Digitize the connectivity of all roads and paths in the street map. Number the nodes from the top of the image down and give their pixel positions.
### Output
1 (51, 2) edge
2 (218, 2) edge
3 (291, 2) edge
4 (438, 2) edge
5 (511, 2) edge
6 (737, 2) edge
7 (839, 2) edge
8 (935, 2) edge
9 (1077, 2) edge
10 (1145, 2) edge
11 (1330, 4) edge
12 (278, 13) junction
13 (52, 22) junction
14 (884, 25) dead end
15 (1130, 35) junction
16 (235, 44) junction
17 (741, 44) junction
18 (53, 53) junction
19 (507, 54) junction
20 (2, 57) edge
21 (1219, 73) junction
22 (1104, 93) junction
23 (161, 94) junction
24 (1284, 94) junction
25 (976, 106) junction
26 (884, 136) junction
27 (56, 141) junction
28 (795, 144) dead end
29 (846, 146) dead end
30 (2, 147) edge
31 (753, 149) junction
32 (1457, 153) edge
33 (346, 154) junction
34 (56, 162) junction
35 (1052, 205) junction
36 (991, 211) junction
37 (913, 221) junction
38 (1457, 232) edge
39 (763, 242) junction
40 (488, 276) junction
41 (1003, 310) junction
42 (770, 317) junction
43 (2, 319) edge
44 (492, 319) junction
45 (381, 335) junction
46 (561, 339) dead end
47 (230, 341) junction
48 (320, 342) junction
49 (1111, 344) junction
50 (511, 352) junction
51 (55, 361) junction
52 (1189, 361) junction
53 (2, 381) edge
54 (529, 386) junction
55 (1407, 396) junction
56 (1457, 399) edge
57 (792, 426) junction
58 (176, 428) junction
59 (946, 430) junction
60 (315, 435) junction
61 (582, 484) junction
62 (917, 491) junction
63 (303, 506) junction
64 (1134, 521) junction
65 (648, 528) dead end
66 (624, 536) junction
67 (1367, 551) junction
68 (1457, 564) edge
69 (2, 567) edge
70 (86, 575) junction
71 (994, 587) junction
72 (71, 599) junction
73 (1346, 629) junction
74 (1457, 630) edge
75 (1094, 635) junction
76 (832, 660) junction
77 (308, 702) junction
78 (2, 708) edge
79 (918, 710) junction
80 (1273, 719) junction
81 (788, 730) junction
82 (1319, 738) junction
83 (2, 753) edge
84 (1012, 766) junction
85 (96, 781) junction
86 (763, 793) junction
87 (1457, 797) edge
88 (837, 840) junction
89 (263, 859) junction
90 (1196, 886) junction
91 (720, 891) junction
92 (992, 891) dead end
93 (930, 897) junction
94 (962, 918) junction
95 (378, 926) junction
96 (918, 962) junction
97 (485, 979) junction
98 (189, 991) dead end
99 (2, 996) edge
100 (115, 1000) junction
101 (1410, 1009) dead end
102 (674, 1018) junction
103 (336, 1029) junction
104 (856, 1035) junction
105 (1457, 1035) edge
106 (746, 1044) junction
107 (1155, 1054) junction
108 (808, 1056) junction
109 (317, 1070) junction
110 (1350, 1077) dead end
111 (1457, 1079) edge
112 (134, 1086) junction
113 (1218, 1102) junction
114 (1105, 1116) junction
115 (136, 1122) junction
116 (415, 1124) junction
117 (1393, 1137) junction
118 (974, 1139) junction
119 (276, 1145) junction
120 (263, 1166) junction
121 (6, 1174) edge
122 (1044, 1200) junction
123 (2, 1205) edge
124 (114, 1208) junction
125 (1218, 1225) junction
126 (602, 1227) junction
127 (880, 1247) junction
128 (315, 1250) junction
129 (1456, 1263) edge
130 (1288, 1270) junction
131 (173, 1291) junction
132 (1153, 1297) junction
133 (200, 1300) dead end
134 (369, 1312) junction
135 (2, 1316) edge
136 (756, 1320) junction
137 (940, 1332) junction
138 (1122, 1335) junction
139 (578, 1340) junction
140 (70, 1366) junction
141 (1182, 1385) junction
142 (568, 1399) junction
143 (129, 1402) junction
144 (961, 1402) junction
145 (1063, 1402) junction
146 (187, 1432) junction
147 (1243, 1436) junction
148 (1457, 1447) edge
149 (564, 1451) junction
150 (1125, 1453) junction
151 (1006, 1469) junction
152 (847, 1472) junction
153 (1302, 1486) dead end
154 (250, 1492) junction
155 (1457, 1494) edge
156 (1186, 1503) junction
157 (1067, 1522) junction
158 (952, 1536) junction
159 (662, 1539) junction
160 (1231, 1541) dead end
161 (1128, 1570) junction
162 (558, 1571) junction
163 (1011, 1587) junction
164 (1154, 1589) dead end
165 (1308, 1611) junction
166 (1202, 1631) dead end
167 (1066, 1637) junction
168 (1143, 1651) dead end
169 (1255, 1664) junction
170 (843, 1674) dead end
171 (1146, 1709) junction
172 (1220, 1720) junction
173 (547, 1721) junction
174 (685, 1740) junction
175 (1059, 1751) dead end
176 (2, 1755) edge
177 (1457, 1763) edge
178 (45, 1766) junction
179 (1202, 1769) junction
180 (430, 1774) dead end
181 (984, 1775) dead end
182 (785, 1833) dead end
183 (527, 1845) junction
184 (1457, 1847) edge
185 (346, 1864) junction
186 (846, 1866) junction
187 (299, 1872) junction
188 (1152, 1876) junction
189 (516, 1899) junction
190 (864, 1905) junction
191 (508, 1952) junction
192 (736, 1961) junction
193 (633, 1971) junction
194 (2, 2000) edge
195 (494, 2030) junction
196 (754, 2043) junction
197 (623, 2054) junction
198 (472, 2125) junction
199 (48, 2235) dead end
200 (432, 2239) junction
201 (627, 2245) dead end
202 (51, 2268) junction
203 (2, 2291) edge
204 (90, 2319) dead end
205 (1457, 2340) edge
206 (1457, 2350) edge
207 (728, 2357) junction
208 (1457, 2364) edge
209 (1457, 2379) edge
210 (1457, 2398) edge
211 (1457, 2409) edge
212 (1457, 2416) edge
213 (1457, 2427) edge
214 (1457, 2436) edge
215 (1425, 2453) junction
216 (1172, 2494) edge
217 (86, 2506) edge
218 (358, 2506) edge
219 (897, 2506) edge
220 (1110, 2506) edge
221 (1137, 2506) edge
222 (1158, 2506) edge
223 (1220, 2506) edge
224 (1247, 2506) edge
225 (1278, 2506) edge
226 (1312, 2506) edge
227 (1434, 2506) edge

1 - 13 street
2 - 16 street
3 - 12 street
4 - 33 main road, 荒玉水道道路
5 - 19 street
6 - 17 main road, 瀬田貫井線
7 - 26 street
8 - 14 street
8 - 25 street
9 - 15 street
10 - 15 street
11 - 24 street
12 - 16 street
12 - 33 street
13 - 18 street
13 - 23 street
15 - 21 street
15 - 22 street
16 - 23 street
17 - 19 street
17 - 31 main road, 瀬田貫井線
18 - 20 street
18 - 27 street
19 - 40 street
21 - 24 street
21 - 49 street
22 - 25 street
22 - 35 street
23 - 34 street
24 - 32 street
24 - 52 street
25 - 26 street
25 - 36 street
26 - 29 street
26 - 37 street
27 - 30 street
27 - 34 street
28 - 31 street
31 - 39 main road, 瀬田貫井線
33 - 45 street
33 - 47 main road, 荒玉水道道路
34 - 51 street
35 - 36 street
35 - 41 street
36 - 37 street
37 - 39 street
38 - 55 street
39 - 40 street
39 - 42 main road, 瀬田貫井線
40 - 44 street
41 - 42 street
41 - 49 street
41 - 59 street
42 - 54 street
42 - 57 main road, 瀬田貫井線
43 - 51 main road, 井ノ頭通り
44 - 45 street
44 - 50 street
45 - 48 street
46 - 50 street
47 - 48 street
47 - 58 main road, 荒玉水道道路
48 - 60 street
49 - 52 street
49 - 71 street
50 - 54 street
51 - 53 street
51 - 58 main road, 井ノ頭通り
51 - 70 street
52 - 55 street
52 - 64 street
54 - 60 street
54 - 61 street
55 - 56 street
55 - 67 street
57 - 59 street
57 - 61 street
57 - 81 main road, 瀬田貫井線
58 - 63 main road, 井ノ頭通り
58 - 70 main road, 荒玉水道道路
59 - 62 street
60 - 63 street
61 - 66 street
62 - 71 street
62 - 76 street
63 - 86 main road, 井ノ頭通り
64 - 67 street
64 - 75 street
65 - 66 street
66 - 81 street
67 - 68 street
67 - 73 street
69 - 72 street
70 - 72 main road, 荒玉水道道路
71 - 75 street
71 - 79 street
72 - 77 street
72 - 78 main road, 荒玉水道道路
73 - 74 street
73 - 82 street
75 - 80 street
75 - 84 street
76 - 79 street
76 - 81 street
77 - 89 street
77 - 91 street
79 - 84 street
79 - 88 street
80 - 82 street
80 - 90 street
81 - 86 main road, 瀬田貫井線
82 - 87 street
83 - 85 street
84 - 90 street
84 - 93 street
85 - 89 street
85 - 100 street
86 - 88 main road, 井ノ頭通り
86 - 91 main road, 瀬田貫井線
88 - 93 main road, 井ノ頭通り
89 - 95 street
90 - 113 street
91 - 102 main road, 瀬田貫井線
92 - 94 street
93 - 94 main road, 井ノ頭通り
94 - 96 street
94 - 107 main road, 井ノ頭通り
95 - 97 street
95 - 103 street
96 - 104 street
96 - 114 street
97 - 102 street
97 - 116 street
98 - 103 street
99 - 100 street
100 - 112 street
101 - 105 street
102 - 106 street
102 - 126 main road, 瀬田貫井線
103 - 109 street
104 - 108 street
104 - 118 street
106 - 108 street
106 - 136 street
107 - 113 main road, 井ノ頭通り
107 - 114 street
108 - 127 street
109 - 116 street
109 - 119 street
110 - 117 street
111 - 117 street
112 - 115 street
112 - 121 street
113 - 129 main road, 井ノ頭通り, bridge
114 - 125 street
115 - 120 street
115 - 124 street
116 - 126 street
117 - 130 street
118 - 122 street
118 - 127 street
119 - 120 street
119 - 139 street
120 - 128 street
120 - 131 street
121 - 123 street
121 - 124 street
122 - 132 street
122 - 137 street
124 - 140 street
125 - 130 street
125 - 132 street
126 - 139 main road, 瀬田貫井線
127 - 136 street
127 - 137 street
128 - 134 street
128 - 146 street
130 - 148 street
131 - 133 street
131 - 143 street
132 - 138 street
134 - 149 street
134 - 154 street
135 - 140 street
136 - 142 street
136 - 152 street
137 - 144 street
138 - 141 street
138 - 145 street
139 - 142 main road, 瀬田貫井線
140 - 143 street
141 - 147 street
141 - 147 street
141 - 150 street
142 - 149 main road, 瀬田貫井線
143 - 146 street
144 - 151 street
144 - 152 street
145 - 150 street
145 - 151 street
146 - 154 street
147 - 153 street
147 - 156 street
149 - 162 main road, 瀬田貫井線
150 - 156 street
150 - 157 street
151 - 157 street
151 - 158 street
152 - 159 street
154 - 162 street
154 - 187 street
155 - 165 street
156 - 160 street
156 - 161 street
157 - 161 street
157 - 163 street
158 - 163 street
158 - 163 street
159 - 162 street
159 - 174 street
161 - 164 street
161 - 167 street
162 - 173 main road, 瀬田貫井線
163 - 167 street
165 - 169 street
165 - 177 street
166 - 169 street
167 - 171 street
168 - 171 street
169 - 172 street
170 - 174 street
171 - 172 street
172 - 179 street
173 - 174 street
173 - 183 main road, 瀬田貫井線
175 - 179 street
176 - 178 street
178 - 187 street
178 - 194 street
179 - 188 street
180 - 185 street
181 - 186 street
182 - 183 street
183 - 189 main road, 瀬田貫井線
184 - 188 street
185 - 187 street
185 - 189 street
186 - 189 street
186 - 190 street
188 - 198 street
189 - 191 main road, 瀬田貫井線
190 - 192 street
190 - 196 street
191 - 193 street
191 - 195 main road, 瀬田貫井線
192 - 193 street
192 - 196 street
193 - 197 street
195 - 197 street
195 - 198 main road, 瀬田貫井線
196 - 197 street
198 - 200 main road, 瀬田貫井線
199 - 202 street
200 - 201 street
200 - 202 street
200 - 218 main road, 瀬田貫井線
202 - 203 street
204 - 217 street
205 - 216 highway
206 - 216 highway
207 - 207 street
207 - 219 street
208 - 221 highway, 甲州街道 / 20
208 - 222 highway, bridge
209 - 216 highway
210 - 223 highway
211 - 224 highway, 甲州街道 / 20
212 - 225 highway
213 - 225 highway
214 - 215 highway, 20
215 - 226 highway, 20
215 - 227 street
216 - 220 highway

* _What needs to be done_: Copy every single line of the material above that holds "甲州街道".

* _Task response_:
208 - 221 highway, 甲州街道 / 20
211 - 224 highway, 甲州街道 / 20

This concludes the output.